An exact copy of every entry is the required answer.

* RECORDS SHOWN:
——

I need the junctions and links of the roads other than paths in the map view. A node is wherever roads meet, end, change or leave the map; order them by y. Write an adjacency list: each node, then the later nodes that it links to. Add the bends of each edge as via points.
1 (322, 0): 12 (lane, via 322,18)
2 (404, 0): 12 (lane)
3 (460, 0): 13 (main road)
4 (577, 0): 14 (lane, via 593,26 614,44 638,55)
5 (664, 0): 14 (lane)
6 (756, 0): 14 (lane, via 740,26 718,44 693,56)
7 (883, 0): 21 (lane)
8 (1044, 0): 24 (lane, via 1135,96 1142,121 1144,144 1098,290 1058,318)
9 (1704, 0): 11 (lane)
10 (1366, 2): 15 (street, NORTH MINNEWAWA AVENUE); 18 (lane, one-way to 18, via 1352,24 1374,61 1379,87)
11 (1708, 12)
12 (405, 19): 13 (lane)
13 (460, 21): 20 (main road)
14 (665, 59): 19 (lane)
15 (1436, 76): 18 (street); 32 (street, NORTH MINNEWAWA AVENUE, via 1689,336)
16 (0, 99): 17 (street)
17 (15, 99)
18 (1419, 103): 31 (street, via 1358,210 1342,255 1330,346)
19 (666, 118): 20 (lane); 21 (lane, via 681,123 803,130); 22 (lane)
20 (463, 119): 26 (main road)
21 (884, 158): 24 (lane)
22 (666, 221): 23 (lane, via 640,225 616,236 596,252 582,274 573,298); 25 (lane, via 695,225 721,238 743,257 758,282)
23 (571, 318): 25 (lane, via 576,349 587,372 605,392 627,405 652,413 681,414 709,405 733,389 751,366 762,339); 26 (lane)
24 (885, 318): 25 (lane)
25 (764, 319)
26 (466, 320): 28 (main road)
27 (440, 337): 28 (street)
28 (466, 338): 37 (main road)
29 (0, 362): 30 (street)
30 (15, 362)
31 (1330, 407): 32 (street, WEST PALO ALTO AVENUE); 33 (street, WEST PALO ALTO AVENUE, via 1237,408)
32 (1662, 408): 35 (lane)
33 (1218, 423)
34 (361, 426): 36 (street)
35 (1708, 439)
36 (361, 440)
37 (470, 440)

——

* ANSWER SPACE:
I need the junctions and links of the roads other than paths in the map view. A node is wherever roads meet, end, change or leave the map; order them by y. Write an adjacency list: each node, then the later nodes that it links to. Add the bends of each edge as via points.
1 (322, 0): 12 (lane, via 322,18)
2 (404, 0): 12 (lane)
3 (460, 0): 13 (main road)
4 (577, 0): 14 (lane, via 593,26 614,44 638,55)
5 (664, 0): 14 (lane)
6 (756, 0): 14 (lane, via 740,26 718,44 693,56)
7 (883, 0): 21 (lane)
8 (1044, 0): 24 (lane, via 1135,96 1142,121 1144,144 1098,290 1058,318)
9 (1704, 0): 11 (lane)
10 (1366, 2): 15 (street, NORTH MINNEWAWA AVENUE); 18 (lane, one-way to 18, via 1352,24 1374,61 1379,87)
11 (1708, 12)
12 (405, 19): 13 (lane)
13 (460, 21): 20 (main road)
14 (665, 59): 19 (lane)
15 (1436, 76): 18 (street); 32 (street, NORTH MINNEWAWA AVENUE, via 1689,336)
16 (0, 99): 17 (street)
17 (15, 99)
18 (1419, 103): 31 (street, via 1358,210 1342,255 1330,346)
19 (666, 118): 20 (lane); 21 (lane, via 681,123 803,130); 22 (lane)
20 (463, 119): 26 (main road)
21 (884, 158): 24 (lane)
22 (666, 221): 23 (lane, via 640,225 616,236 596,252 582,274 573,298); 25 (lane, via 695,225 721,238 743,257 758,282)
23 (571, 318): 25 (lane, via 576,349 587,372 605,392 627,405 652,413 681,414 709,405 733,389 751,366 762,339); 26 (lane)
24 (885, 318): 25 (lane)
25 (764, 319)
26 (466, 320): 28 (main road)
27 (440, 337): 28 (street)
28 (466, 338): 37 (main road)
29 (0, 362): 30 (street)
30 (15, 362)
31 (1330, 407): 32 (street, WEST PALO ALTO AVENUE); 33 (street, WEST PALO ALTO AVENUE, via 1237,408)
32 (1662, 408): 35 (lane)
33 (1218, 423)
34 (361, 426): 36 (street)
35 (1708, 439)
36 (361, 440)
37 (470, 440)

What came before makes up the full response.